Speculation opportunities are heavily limited due to the isolated nature of markets. On Element, for example, one can buy long exposure to Lido stETH’s yield through the steCRV — ePyvCurve-stETH principal pool. If I am long the interest rate of Lido stETH, it means I’m expecting it to go up — but against what? Directional bets on overall ETH staking yield can be done through the futures market, which has billions of dollars in liquidity. The backwardation of Ether futures confirms that this has been most traders’ choice.

The result is a market used only by hedgers and of little use to others. Liquidity in these interest rate markets is therefore scarce, which makes fixed-rate staking unusable.

Solving for Distribution and Market Structure

Enabling access to fixed income products at scale is predicated on solving the shortcomings of interest rate markets, and distributing this solution along the path of least resistance.

The main issue with interest rate markets today is that there is no incentive to be naked long interest rate risk. Longing the yield of Lido stETH is not useful in isolation, but being able to bet on the yield of Lido stETH vs. Rocketpool rETH is useful. In fact, being able to bet on performance of protocols in this manner provides much more precise exposure than trading governance tokens.

[…] being able to bet on performance of protocols in this manner provides much more precise exposure than trading governance tokens.
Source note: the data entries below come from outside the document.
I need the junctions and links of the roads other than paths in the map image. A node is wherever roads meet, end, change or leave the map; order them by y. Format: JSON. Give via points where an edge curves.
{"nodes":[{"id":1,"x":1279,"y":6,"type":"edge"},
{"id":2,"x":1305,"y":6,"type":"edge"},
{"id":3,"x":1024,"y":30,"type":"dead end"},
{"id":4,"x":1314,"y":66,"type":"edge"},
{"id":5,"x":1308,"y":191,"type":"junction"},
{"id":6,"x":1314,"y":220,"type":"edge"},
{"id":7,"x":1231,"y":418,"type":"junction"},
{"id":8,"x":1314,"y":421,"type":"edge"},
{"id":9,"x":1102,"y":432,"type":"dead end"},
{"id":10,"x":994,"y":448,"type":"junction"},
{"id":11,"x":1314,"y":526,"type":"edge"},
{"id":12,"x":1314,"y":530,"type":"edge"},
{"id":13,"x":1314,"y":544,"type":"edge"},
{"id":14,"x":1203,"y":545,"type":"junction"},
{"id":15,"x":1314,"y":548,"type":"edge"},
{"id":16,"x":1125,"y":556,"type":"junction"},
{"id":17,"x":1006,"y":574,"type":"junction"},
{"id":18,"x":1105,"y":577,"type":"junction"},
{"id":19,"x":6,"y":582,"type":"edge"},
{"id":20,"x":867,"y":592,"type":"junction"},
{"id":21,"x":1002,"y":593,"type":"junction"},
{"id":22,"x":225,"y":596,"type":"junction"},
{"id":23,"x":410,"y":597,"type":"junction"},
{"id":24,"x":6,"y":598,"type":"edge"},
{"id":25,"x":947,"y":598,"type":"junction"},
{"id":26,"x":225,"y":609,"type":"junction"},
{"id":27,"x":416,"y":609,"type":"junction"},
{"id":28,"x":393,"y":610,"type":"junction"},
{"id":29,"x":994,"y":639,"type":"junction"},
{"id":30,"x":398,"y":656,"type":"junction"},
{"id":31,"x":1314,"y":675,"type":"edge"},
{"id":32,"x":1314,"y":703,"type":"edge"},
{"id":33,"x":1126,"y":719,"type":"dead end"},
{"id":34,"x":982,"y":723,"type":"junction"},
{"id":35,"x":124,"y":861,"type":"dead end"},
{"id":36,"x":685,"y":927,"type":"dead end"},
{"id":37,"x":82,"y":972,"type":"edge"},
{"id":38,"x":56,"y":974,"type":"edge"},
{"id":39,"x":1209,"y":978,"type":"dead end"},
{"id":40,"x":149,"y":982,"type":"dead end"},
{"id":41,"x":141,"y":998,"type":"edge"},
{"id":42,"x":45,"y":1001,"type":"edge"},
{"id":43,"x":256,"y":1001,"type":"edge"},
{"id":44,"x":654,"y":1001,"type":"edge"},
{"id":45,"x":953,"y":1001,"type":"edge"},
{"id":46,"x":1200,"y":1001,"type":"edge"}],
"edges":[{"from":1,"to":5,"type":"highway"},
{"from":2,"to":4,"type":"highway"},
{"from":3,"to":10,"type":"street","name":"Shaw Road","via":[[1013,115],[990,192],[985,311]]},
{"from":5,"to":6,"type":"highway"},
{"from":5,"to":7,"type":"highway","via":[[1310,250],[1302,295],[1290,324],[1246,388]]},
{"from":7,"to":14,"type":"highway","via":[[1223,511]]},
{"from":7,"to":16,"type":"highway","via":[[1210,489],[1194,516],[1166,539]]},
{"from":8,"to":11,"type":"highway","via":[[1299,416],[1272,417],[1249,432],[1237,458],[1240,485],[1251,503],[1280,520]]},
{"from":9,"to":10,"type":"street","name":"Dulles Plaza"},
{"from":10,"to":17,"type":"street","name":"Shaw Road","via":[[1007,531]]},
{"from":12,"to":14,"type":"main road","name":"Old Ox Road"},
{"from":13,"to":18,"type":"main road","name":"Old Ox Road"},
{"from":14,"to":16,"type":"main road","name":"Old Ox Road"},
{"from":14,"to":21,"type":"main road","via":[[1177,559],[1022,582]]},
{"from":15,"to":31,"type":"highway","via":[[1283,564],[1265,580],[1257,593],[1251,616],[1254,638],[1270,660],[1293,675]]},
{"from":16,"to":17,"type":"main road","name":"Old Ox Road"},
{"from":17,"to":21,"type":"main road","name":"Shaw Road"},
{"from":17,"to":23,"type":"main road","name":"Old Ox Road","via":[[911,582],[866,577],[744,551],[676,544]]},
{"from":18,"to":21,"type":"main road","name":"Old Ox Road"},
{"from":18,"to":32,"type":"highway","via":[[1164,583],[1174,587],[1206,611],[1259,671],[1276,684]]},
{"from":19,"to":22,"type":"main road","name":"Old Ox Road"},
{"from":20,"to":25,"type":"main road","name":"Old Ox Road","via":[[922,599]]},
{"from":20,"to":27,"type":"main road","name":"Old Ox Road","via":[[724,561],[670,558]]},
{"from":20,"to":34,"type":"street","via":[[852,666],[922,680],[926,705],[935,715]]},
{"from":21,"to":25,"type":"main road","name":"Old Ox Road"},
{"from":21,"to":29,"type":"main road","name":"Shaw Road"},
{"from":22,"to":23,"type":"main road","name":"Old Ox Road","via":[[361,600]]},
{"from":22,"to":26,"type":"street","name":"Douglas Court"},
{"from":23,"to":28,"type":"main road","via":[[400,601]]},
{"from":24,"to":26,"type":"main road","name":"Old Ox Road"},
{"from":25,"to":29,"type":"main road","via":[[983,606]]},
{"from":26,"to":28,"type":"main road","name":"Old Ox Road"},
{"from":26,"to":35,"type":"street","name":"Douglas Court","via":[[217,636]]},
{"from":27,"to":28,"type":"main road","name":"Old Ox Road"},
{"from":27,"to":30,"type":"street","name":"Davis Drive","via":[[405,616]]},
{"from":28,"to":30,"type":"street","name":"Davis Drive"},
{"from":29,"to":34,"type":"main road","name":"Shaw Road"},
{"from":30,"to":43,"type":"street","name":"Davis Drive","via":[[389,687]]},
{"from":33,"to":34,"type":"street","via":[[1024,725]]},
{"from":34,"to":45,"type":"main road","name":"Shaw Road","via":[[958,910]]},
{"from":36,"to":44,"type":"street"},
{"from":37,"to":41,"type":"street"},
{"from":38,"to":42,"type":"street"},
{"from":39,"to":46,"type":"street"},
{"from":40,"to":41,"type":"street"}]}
If interest rate markets were unified across protocols sharing a common numéraire asset (eg. rETH/stETH/cETH), a better mechanism for competition for liquidity may also emerge. Protocols could compete on their 12-month yield on ETH for example, rather than throwing liquidity mining at users only to have them churn after subsidies evaporate.

However, these unified markets still have the high hurdle of attracting adequate liquidity. Suppose 10% of users of a DeFi protocol with $5bn TVL want to earn fixed rates. In order for these users to all lock in their interest rates, the interest rate markets on this protocol’s yield need to be able to absorb $500mm of notional volume.

In effect, this means category 2 fixed-income protocols must attract more liquidity than the incumbent protocols on which they build.

Which begs the question: How can interest rate markets achieve the size they need to become viable?

The answer lies in Metcalfe’s law.

Metcalfe’s law simply states that the value of a network is proportional to the square of the number of nodes in the network. Similarly, we posit that the value of unified interest rate markets grows in proportion to the number of protocols participating in them.

Achieving Critical Mass

How can fixed rates become accessible throughout DeFi?

One protocol that has taken this network effects-focused approach to this question is Blume.fi.

Blume.fi enables users to earn guaranteed rates on their favorite DeFi protocols. Blume provides an API that enables protocols to effortlessly set up fixed-rate deposits. Their solution is twofold — interest rate markets are unified, and will propagate along the most connected nodes in the network: incumbent protocols.